Records drawn from a dataset
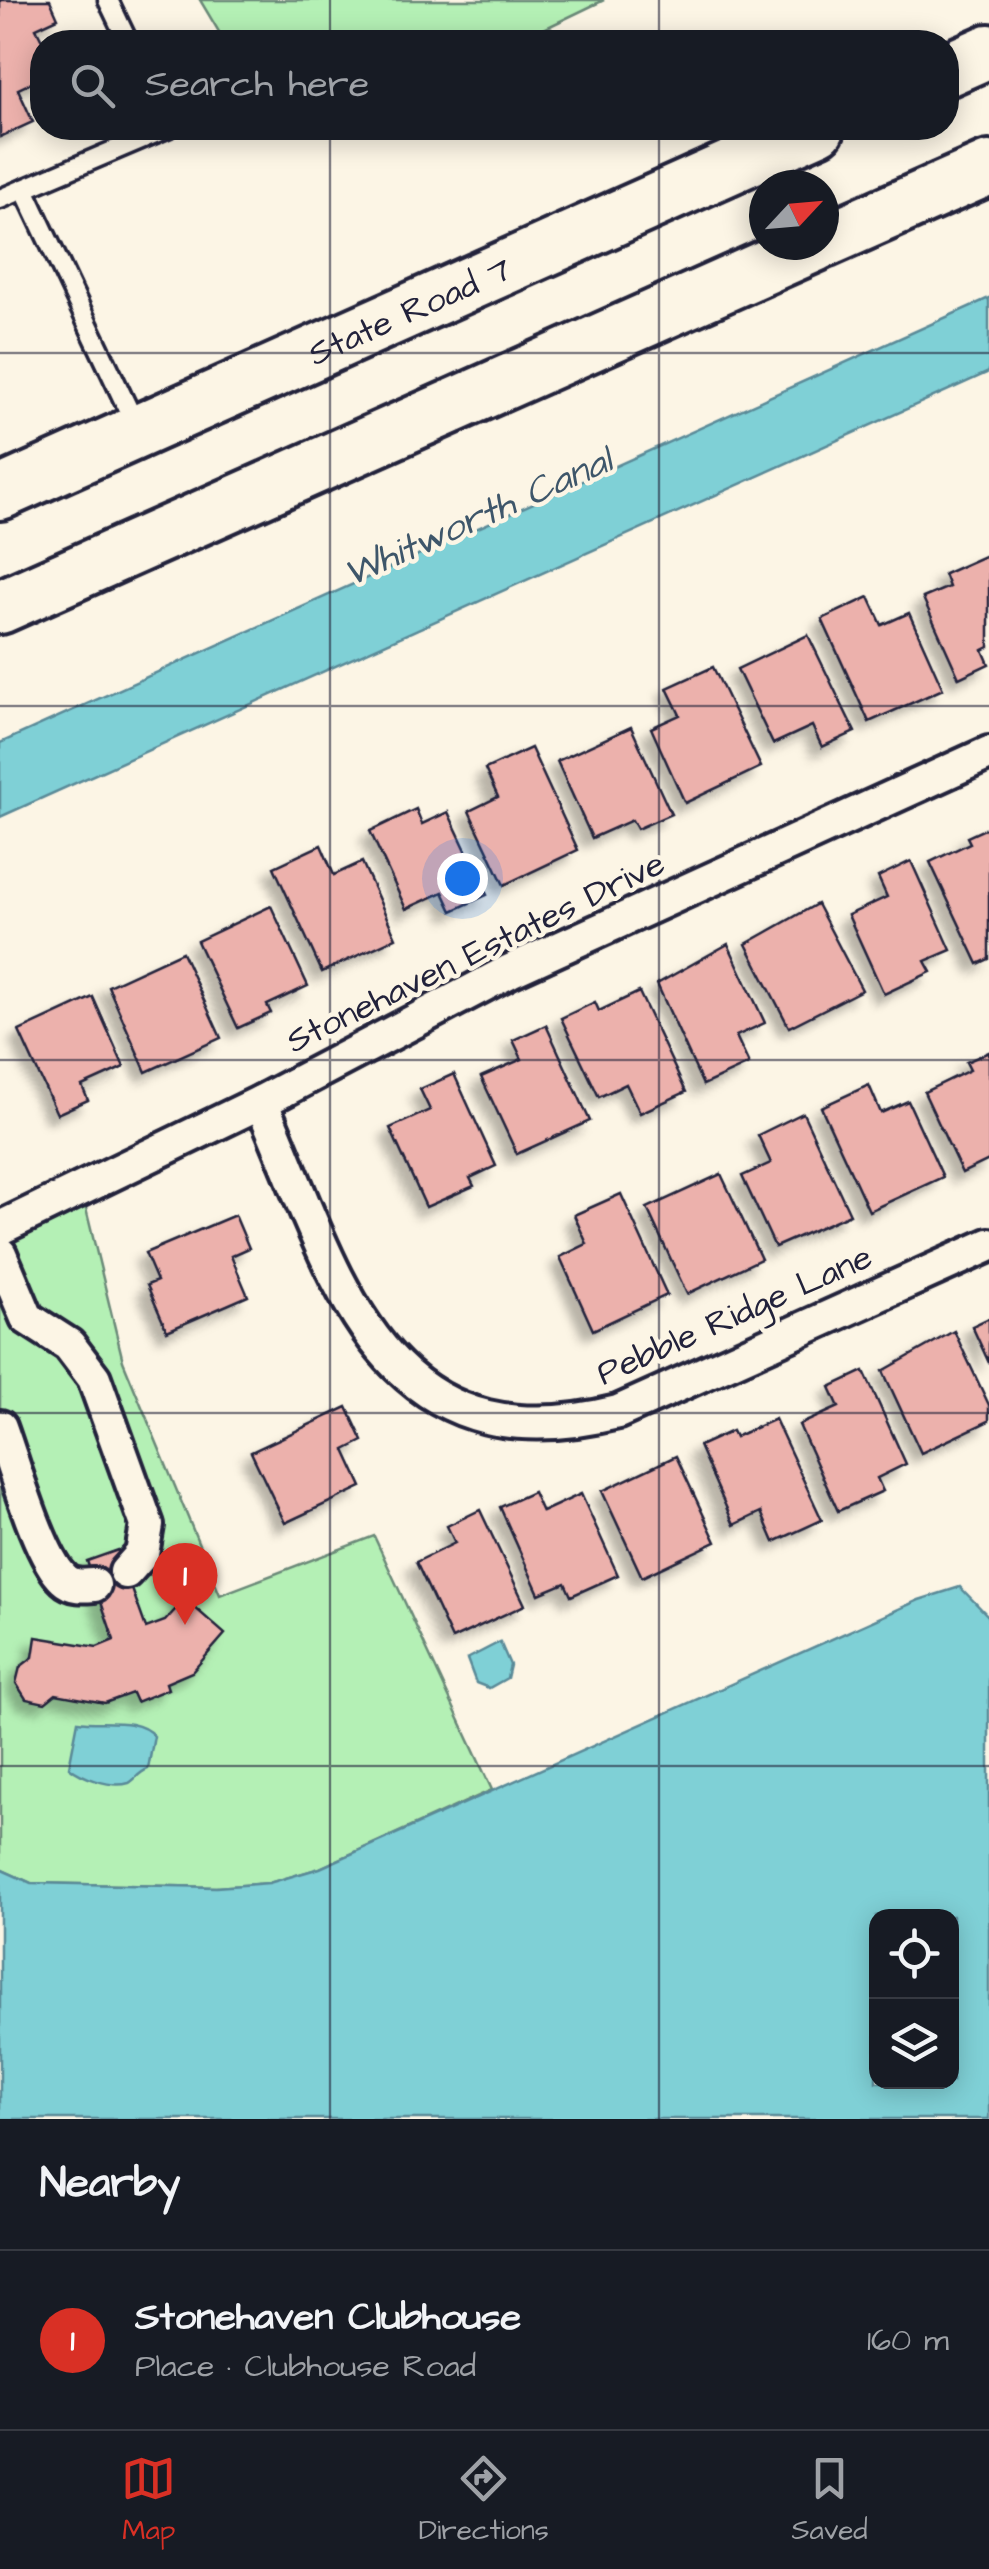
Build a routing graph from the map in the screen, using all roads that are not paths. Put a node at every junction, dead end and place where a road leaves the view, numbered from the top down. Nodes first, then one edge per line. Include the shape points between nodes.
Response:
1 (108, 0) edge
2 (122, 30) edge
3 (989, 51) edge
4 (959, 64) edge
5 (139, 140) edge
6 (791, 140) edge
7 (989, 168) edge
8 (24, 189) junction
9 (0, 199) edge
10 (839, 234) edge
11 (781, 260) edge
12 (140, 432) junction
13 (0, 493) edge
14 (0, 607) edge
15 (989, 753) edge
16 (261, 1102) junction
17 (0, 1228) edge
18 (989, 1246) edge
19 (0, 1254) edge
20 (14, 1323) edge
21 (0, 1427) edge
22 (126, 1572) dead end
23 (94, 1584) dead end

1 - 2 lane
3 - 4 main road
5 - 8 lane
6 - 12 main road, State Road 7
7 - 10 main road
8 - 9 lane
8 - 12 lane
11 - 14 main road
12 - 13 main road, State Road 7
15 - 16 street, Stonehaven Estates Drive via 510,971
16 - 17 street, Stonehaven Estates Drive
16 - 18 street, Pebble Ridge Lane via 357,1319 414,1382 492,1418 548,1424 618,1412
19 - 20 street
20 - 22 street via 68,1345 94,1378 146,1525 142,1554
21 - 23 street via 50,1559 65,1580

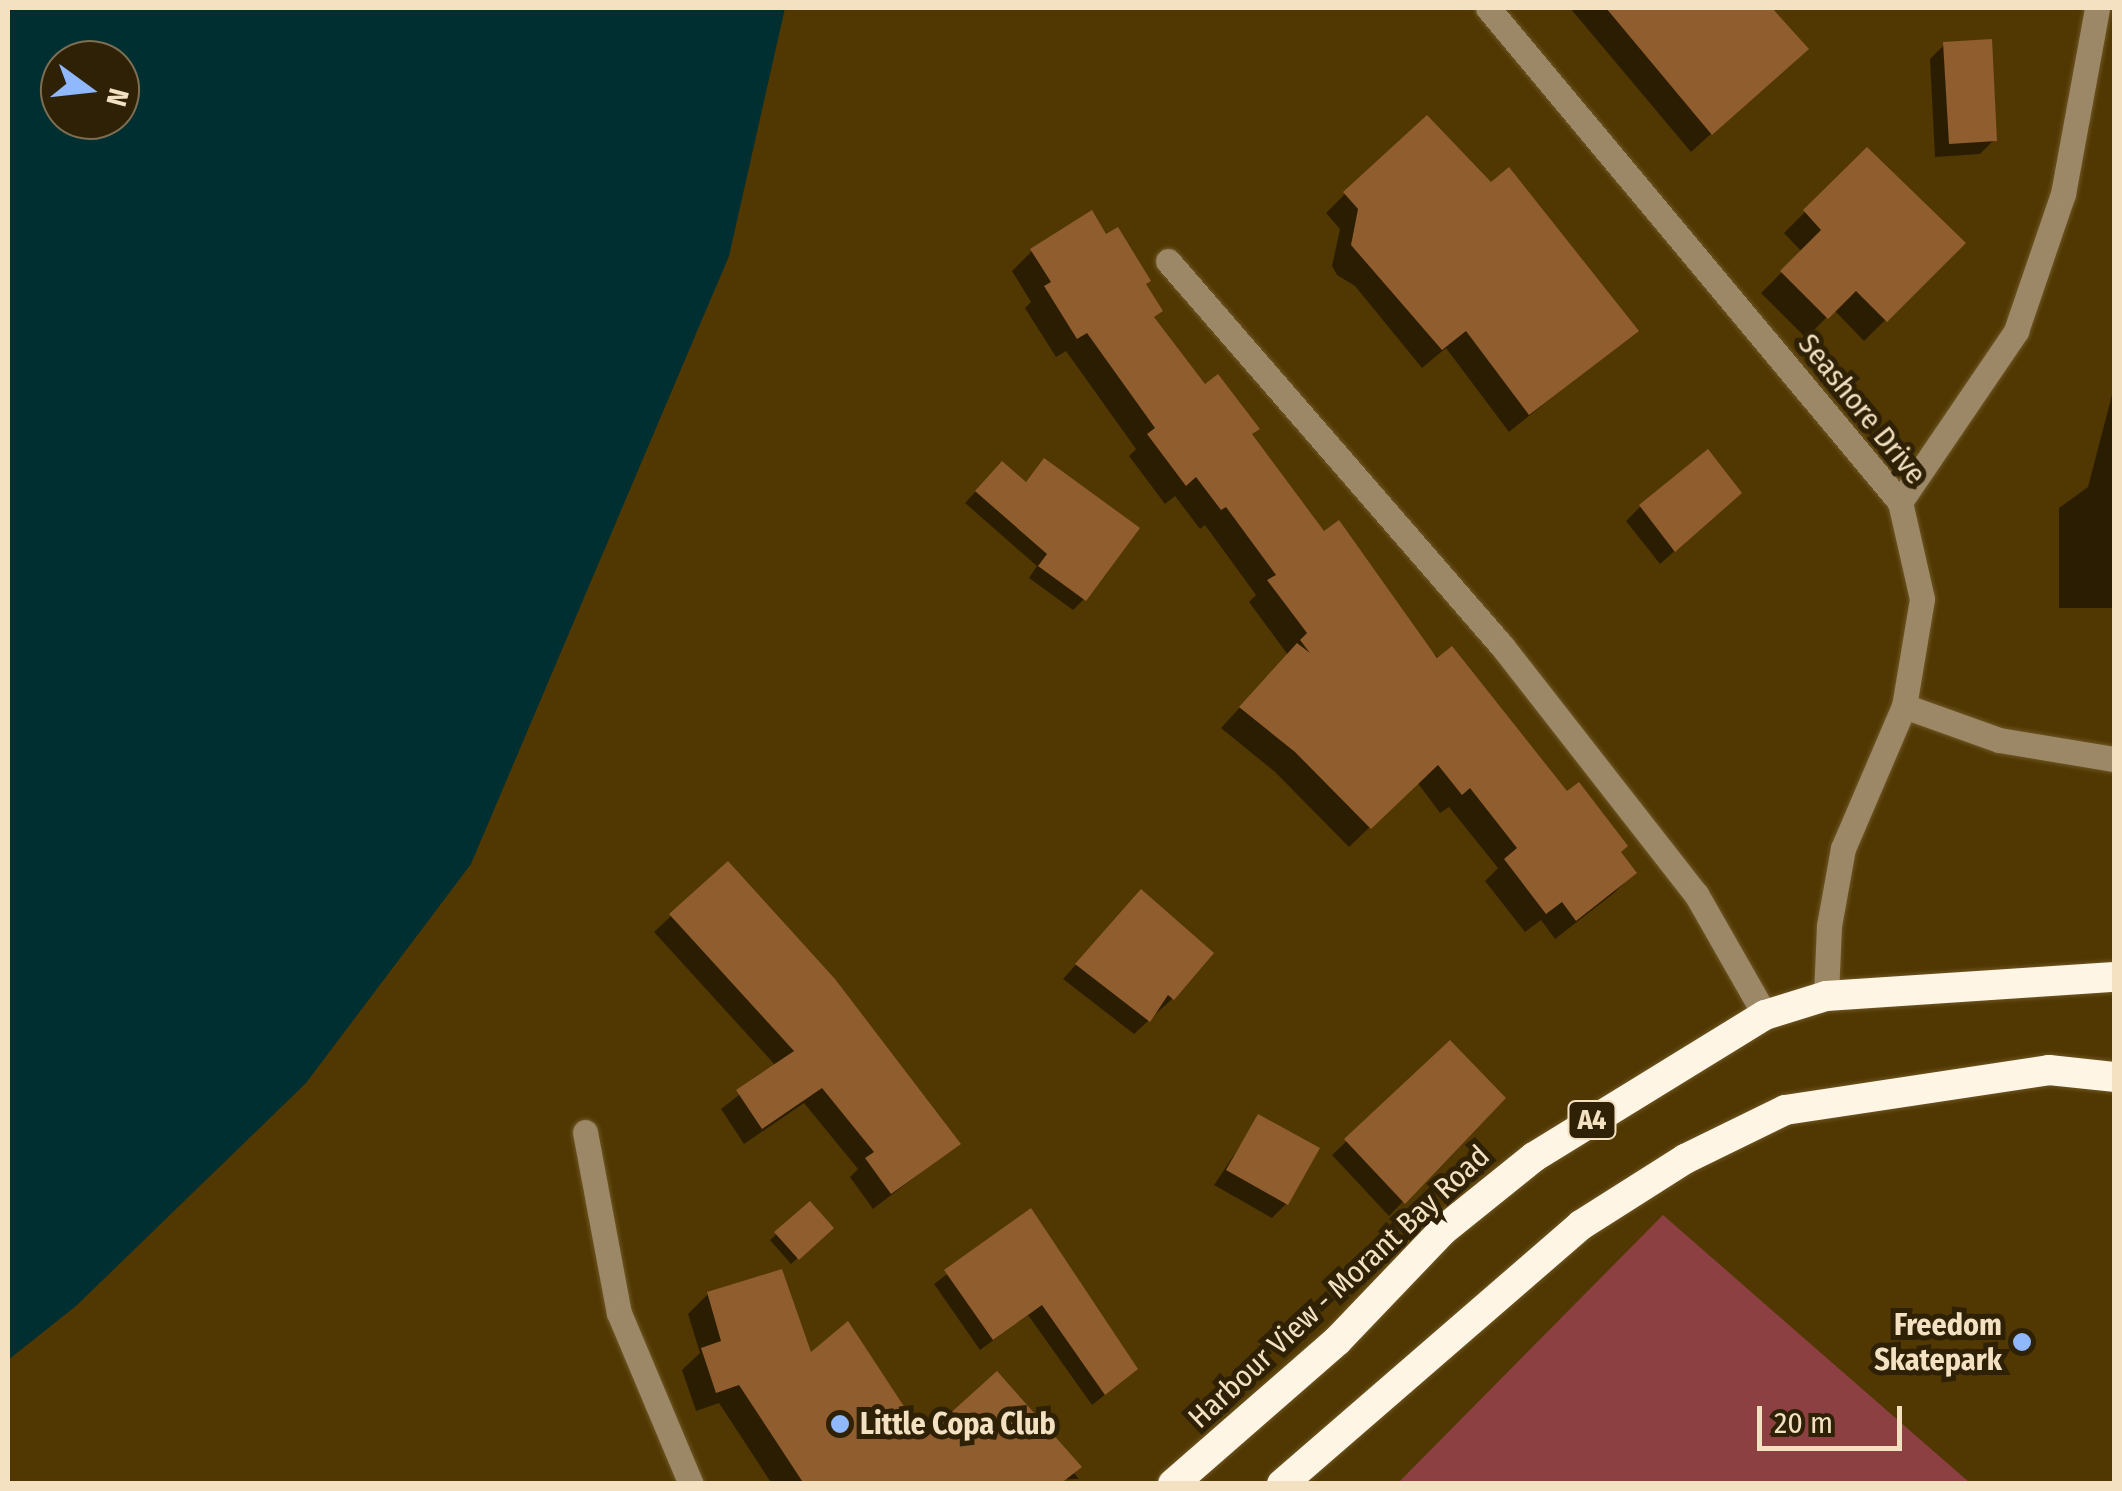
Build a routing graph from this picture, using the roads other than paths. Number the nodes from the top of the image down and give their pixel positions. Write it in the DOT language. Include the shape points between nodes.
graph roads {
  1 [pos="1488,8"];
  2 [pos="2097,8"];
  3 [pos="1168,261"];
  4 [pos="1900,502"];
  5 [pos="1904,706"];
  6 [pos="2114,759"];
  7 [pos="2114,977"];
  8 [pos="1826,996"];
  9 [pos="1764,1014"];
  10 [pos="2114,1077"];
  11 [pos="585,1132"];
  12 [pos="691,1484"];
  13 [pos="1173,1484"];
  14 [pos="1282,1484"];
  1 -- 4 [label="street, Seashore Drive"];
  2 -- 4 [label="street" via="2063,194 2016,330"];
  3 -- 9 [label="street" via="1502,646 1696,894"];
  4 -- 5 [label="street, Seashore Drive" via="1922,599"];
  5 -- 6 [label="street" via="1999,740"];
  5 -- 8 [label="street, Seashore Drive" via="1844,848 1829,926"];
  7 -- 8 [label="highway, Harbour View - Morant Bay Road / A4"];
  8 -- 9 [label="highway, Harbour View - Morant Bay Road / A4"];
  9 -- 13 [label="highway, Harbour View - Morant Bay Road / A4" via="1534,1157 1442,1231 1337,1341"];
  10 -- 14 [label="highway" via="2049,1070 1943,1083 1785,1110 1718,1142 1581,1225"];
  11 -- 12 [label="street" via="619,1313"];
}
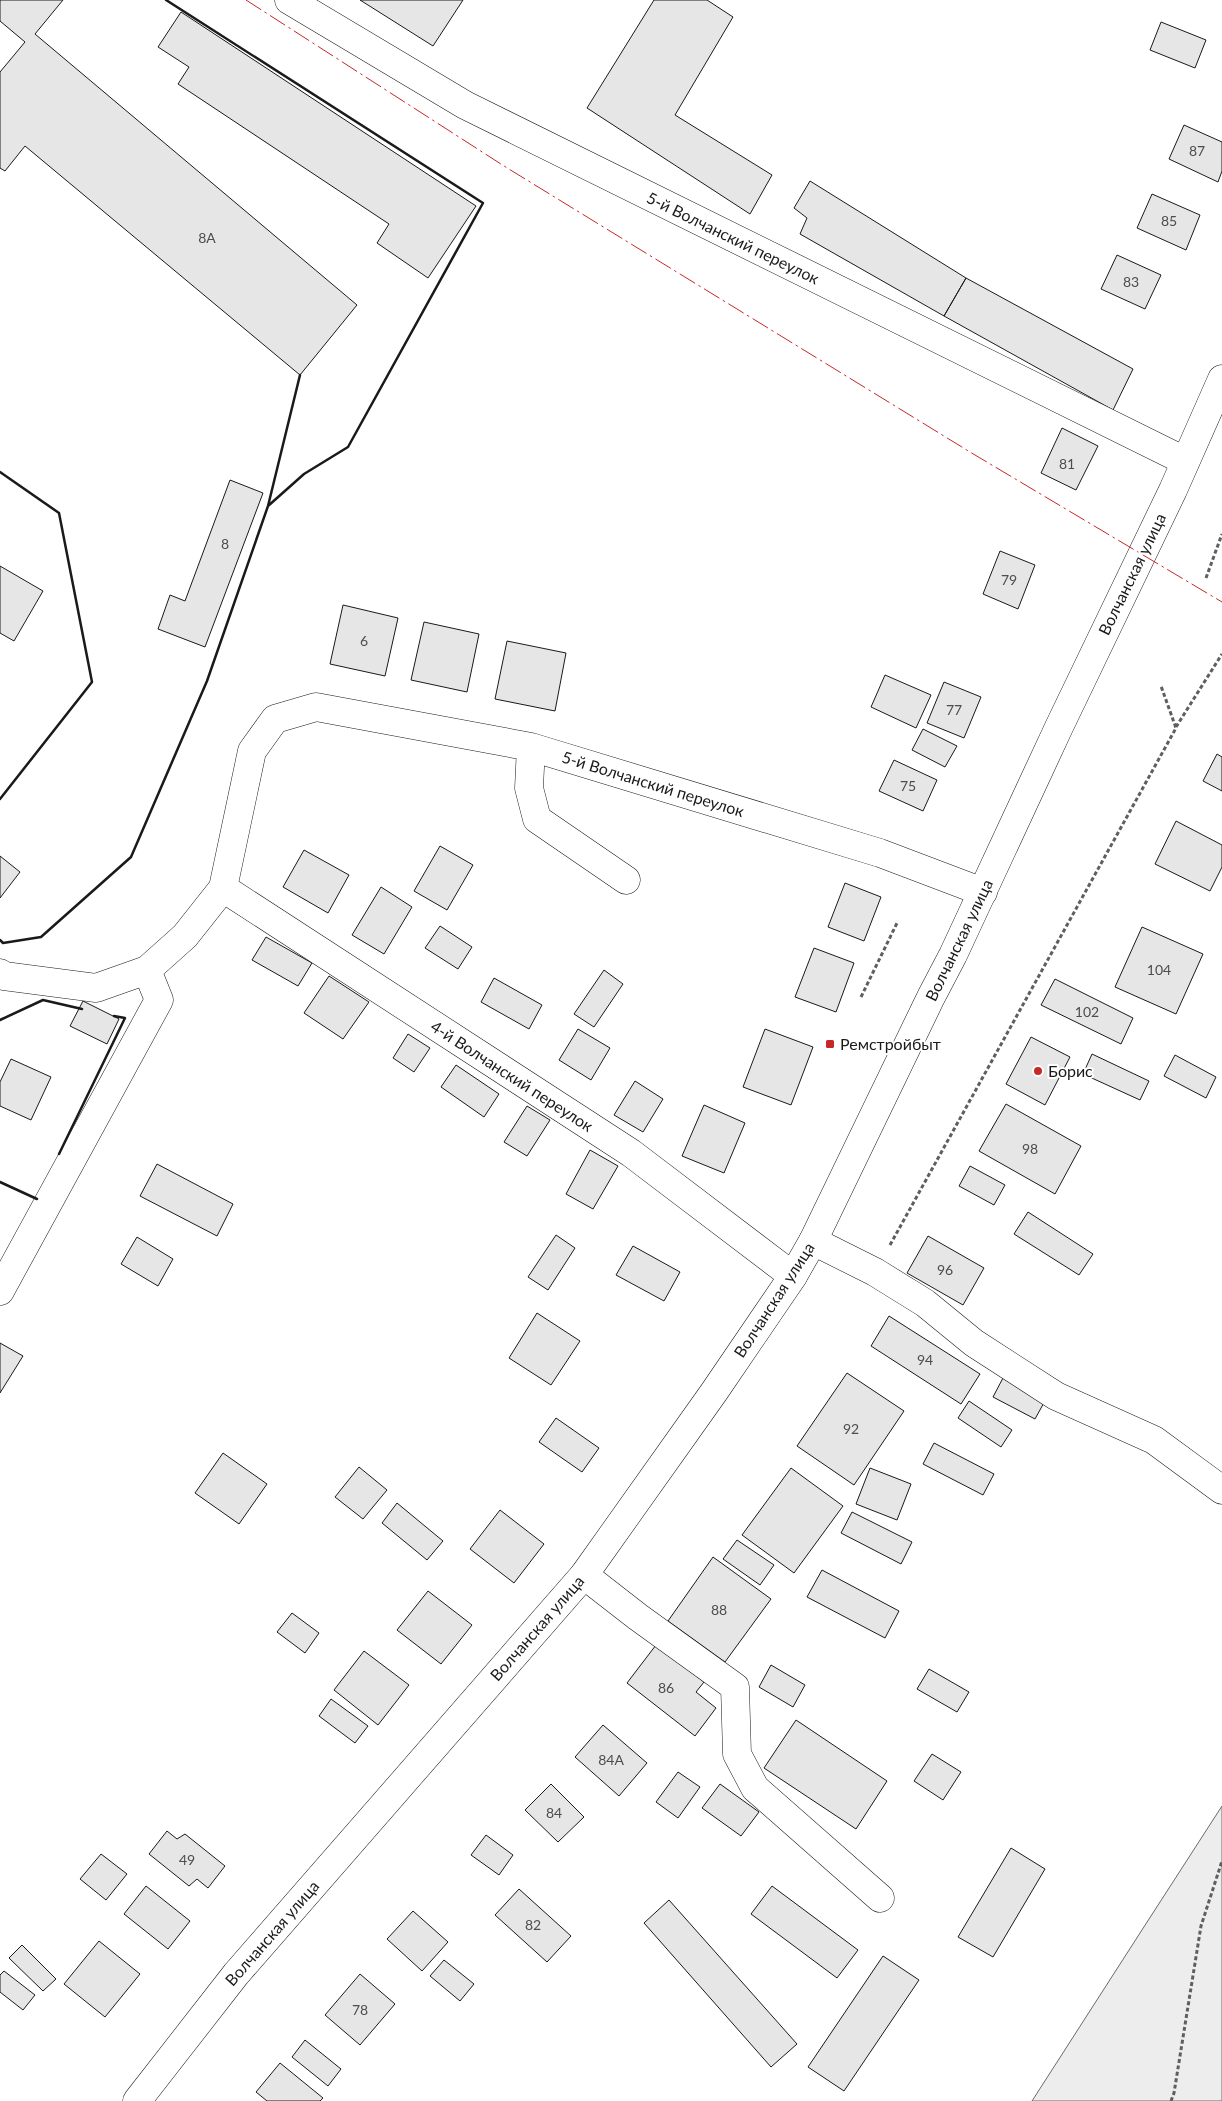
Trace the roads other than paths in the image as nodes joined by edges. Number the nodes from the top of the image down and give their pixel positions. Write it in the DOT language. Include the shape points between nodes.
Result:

• THE PROBLEM: Exactly as written, restate all of the data, leaving out the images.

• FINISHED EXERCISE:
Build a routing graph from the map in the screen, using all roads that are not paths. Put a node at every junction, dead end and place where a road leaves the view, numbered from the top down. Nodes first, then one edge per line. Include the shape points between nodes.
Response:
1 (108, 0) edge
2 (122, 30) edge
3 (989, 51) edge
4 (959, 64) edge
5 (139, 140) edge
6 (791, 140) edge
7 (989, 168) edge
8 (24, 189) junction
9 (0, 199) edge
10 (839, 234) edge
11 (781, 260) edge
12 (140, 432) junction
13 (0, 493) edge
14 (0, 607) edge
15 (989, 753) edge
16 (261, 1102) junction
17 (0, 1228) edge
18 (989, 1246) edge
19 (0, 1254) edge
20 (14, 1323) edge
21 (0, 1427) edge
22 (126, 1572) dead end
23 (94, 1584) dead end

1 - 2 lane
3 - 4 main road
5 - 8 lane
6 - 12 main road, State Road 7
7 - 10 main road
8 - 9 lane
8 - 12 lane
11 - 14 main road
12 - 13 main road, State Road 7
15 - 16 street, Stonehaven Estates Drive via 510,971
16 - 17 street, Stonehaven Estates Drive
16 - 18 street, Pebble Ridge Lane via 357,1319 414,1382 492,1418 548,1424 618,1412
19 - 20 street
20 - 22 street via 68,1345 94,1378 146,1525 142,1554
21 - 23 street via 50,1559 65,1580

Build a routing graph from this picture, using the roads other than paths. Number the nodes from the top of the image down and give their pixel positions. Write it in the DOT language. Include the shape points between nodes.
graph roads {
  1 [pos="1488,8"];
  2 [pos="2097,8"];
  3 [pos="1168,261"];
  4 [pos="1900,502"];
  5 [pos="1904,706"];
  6 [pos="2114,759"];
  7 [pos="2114,977"];
  8 [pos="1826,996"];
  9 [pos="1764,1014"];
  10 [pos="2114,1077"];
  11 [pos="585,1132"];
  12 [pos="691,1484"];
  13 [pos="1173,1484"];
  14 [pos="1282,1484"];
  1 -- 4 [label="street, Seashore Drive"];
  2 -- 4 [label="street" via="2063,194 2016,330"];
  3 -- 9 [label="street" via="1502,646 1696,894"];
  4 -- 5 [label="street, Seashore Drive" via="1922,599"];
  5 -- 6 [label="street" via="1999,740"];
  5 -- 8 [label="street, Seashore Drive" via="1844,848 1829,926"];
  7 -- 8 [label="highway, Harbour View - Morant Bay Road / A4"];
  8 -- 9 [label="highway, Harbour View - Morant Bay Road / A4"];
  9 -- 13 [label="highway, Harbour View - Morant Bay Road / A4" via="1534,1157 1442,1231 1337,1341"];
  10 -- 14 [label="highway" via="2049,1070 1943,1083 1785,1110 1718,1142 1581,1225"];
  11 -- 12 [label="street" via="619,1313"];
}
Trace the roads other than paths in the image as nodes joined by edges. Number the nodes from the top of the image down and give their pixel positions. Write it in the DOT language. Include the shape points between nodes.
Result:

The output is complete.